(WHAT NEEDS TO BE DONE)
Wherever a line of the data contains "formed", copy that line.

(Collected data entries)

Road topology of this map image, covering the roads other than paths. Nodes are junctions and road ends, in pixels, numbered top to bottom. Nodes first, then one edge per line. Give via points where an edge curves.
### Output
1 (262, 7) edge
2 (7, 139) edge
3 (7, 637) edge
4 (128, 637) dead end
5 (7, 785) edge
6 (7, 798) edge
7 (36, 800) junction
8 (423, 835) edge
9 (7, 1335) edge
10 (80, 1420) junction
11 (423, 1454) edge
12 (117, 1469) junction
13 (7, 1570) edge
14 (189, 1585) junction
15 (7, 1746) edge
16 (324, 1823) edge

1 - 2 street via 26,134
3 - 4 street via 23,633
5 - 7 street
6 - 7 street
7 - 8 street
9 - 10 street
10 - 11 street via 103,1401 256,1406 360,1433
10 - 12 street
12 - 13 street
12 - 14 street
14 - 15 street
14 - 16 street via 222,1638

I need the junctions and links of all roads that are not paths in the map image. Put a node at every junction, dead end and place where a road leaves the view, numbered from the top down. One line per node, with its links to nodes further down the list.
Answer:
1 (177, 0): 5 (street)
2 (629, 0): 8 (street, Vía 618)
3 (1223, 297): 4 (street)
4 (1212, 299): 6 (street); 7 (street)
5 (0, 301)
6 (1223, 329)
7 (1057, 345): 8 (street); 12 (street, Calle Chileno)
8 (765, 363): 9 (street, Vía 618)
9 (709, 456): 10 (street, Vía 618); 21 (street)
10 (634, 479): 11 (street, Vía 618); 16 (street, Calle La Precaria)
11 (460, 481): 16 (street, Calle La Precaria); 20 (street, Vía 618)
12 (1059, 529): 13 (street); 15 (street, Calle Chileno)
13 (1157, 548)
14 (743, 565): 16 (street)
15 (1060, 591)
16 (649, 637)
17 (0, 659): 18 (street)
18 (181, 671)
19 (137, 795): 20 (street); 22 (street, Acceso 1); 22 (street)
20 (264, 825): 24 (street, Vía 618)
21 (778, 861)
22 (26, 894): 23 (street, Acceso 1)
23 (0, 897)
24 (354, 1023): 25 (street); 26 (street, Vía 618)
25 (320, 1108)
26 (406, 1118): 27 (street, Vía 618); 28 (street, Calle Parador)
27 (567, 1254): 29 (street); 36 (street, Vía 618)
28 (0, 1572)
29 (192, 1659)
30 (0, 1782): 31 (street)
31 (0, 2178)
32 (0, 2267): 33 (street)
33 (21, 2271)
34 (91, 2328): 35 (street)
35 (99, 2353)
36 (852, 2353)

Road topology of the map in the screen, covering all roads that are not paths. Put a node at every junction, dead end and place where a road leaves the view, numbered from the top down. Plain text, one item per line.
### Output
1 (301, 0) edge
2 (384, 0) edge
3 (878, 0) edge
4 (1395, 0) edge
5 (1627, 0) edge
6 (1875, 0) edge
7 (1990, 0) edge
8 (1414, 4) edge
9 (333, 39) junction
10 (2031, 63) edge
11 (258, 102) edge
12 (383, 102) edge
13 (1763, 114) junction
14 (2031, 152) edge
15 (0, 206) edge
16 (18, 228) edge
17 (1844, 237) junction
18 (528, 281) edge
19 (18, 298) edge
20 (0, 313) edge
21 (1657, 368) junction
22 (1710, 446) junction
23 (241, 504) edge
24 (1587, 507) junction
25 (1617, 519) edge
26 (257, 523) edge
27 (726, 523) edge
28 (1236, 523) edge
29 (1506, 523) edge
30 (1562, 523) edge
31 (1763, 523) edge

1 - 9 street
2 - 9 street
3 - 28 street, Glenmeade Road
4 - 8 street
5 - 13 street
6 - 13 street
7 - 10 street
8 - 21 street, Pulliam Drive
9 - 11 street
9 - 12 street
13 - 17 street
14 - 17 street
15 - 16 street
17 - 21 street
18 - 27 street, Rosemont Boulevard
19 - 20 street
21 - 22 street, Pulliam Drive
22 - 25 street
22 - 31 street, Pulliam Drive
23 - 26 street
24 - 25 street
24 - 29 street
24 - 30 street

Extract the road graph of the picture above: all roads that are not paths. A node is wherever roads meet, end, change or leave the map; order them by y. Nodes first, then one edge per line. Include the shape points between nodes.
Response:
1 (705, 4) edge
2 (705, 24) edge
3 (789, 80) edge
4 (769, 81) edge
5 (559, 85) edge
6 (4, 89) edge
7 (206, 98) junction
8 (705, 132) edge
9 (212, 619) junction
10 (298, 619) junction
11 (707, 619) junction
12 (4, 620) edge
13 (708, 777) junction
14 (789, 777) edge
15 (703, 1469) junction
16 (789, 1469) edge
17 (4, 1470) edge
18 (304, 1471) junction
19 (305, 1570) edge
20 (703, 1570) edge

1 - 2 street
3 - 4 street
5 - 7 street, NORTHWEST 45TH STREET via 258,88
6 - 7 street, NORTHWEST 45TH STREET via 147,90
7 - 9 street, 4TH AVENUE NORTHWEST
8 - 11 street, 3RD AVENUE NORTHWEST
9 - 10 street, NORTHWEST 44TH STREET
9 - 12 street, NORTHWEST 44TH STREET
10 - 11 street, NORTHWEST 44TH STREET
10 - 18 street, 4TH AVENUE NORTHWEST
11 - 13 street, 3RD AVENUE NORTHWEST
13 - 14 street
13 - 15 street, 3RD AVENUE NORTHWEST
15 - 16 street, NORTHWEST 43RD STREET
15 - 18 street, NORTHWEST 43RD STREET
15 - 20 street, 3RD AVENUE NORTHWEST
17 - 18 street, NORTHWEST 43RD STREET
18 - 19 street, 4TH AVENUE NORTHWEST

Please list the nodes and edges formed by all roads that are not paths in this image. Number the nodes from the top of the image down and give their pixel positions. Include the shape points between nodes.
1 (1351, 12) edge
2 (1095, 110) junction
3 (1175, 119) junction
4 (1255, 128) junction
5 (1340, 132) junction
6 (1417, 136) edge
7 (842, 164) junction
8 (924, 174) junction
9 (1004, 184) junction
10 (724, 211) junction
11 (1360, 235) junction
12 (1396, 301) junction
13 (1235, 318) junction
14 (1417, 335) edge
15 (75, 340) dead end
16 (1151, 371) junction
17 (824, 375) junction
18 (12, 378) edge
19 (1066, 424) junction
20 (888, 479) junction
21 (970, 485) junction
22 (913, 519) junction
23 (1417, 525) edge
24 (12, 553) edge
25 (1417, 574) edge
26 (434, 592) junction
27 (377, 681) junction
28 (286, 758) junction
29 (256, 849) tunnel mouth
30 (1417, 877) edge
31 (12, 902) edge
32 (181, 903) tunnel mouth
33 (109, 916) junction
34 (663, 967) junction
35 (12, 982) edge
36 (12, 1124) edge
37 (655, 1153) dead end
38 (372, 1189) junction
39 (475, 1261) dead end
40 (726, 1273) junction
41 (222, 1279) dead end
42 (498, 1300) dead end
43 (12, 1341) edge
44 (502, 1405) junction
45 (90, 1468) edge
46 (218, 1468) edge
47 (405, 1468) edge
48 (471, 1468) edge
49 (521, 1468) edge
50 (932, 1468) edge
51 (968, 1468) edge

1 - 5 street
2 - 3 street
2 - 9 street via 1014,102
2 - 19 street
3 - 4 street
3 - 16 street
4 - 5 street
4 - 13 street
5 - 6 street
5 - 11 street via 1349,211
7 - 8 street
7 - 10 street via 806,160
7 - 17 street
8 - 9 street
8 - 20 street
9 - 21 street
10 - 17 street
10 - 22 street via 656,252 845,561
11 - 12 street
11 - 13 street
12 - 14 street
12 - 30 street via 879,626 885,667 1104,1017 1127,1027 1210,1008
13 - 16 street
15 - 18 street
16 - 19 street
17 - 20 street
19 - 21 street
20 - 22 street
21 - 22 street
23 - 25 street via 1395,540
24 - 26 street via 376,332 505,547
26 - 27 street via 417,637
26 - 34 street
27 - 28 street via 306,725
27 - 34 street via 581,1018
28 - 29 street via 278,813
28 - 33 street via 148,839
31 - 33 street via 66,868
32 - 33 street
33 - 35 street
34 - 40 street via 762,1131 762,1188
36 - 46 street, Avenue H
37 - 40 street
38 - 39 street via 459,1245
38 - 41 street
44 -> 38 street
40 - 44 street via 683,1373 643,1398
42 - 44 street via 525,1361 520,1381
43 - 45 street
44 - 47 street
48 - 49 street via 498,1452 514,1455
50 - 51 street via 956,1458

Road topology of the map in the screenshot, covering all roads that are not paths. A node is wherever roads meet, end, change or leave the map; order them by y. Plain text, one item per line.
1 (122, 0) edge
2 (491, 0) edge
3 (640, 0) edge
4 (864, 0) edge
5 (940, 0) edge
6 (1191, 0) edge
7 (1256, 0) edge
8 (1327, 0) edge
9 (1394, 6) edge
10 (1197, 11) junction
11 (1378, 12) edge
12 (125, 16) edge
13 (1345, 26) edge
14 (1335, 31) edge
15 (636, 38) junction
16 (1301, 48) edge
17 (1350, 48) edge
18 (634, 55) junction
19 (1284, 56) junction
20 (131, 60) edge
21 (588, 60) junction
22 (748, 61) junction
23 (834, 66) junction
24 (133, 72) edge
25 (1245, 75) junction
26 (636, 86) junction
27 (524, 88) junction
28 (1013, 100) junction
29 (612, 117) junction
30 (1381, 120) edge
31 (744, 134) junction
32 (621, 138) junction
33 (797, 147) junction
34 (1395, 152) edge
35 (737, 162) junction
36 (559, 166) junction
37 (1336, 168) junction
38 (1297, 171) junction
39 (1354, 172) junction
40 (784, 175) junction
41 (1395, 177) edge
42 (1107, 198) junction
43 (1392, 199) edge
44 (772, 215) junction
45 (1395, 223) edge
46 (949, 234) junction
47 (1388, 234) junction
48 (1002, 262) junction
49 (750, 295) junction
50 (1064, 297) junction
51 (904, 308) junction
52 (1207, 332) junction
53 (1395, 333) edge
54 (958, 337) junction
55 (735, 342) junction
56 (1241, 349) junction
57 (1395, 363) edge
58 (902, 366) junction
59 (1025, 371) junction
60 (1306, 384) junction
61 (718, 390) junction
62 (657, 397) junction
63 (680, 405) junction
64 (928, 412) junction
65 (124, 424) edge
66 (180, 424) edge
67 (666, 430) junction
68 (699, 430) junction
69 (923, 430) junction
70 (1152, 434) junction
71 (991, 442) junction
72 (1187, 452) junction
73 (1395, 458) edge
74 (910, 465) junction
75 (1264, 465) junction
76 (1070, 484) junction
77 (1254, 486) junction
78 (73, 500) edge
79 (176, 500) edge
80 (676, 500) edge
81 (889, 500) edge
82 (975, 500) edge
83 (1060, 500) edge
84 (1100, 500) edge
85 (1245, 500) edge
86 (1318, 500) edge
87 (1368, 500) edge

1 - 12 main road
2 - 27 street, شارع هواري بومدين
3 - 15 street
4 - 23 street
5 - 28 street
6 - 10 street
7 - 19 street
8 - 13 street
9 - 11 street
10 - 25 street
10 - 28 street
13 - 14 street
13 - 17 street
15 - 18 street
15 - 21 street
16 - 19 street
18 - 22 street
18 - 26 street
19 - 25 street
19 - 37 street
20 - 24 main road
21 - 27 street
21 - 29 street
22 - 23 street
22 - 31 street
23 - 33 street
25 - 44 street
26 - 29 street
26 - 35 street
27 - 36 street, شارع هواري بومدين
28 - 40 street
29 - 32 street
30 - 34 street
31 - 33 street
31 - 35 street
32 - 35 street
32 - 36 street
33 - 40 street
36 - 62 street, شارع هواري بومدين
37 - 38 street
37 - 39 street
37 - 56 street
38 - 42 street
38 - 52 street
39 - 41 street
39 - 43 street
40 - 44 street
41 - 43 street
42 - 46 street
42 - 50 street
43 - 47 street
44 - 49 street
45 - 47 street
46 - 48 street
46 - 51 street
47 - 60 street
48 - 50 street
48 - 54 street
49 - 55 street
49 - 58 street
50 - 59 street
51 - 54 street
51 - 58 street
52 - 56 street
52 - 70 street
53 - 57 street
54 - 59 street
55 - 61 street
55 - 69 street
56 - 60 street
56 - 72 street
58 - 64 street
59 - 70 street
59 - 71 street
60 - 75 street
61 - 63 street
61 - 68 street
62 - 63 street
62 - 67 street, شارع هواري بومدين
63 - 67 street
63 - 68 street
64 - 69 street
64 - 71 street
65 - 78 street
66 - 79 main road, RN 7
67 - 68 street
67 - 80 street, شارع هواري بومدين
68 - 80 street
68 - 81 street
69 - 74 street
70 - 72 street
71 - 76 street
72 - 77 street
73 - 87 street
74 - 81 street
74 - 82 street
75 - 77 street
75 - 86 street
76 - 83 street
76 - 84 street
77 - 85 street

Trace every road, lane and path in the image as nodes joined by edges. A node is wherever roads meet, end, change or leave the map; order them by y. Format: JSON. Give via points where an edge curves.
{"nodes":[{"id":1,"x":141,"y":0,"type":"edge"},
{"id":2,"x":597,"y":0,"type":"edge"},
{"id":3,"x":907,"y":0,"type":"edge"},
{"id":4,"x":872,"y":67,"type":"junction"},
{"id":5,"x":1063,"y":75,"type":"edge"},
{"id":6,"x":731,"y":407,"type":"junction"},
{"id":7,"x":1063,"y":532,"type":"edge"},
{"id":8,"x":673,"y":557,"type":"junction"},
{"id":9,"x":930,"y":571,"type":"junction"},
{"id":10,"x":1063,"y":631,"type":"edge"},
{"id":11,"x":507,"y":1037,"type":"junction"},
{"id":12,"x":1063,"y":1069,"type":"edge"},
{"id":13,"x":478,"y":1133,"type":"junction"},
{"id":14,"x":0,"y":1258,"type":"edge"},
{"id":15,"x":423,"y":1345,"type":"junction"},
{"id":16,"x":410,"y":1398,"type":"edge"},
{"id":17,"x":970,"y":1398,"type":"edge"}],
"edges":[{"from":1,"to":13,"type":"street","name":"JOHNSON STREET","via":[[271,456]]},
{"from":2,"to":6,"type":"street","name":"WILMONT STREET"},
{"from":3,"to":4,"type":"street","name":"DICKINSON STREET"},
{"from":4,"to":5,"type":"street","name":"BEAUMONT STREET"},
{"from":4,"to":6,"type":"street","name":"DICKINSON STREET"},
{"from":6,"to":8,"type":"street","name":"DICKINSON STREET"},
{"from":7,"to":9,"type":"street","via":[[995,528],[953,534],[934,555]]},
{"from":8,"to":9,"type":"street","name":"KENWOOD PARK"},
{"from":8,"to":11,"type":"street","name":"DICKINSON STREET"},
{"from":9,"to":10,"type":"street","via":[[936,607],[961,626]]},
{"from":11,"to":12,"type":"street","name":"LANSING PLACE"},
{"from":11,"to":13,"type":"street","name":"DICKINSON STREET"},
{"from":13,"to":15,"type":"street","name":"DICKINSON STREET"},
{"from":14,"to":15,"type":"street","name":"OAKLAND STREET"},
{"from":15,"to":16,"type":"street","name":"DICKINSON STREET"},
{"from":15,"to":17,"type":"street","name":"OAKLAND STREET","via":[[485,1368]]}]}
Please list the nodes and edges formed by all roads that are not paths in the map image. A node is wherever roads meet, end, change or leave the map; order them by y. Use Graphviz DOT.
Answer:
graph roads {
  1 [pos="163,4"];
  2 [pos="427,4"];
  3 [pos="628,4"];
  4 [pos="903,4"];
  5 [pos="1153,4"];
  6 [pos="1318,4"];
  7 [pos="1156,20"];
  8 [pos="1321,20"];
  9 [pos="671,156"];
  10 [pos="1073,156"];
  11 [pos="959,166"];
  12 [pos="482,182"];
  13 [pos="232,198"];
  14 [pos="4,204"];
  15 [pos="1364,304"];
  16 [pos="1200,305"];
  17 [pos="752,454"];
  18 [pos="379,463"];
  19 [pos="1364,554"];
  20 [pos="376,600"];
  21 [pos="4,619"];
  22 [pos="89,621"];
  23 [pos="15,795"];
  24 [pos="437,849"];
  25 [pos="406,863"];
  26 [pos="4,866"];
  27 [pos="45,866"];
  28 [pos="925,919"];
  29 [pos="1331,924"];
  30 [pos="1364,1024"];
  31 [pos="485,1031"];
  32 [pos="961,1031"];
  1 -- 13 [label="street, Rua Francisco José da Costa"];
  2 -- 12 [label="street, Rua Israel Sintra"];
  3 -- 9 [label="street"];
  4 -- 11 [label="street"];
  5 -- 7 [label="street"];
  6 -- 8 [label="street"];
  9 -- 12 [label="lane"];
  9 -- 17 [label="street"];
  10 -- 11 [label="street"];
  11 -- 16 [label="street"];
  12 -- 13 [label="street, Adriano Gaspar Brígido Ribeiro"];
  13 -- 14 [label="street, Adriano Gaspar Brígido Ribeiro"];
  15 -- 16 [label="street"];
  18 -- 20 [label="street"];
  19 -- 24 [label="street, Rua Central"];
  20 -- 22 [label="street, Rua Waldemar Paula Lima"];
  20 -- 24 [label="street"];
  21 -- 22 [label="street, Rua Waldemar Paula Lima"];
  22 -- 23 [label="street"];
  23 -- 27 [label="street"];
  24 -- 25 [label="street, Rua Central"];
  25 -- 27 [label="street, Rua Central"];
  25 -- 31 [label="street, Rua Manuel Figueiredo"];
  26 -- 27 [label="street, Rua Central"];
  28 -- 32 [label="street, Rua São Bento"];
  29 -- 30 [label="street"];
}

(RESPONSE AREA)
Please list the nodes and edges formed by all roads that are not paths in this image. Number the nodes from the top of the image down and give their pixel positions. Include the shape points between nodes.
Please list the nodes and edges formed by all roads that are not paths in the map image. A node is wherever roads meet, end, change or leave the map; order them by y. Use Graphviz DOT.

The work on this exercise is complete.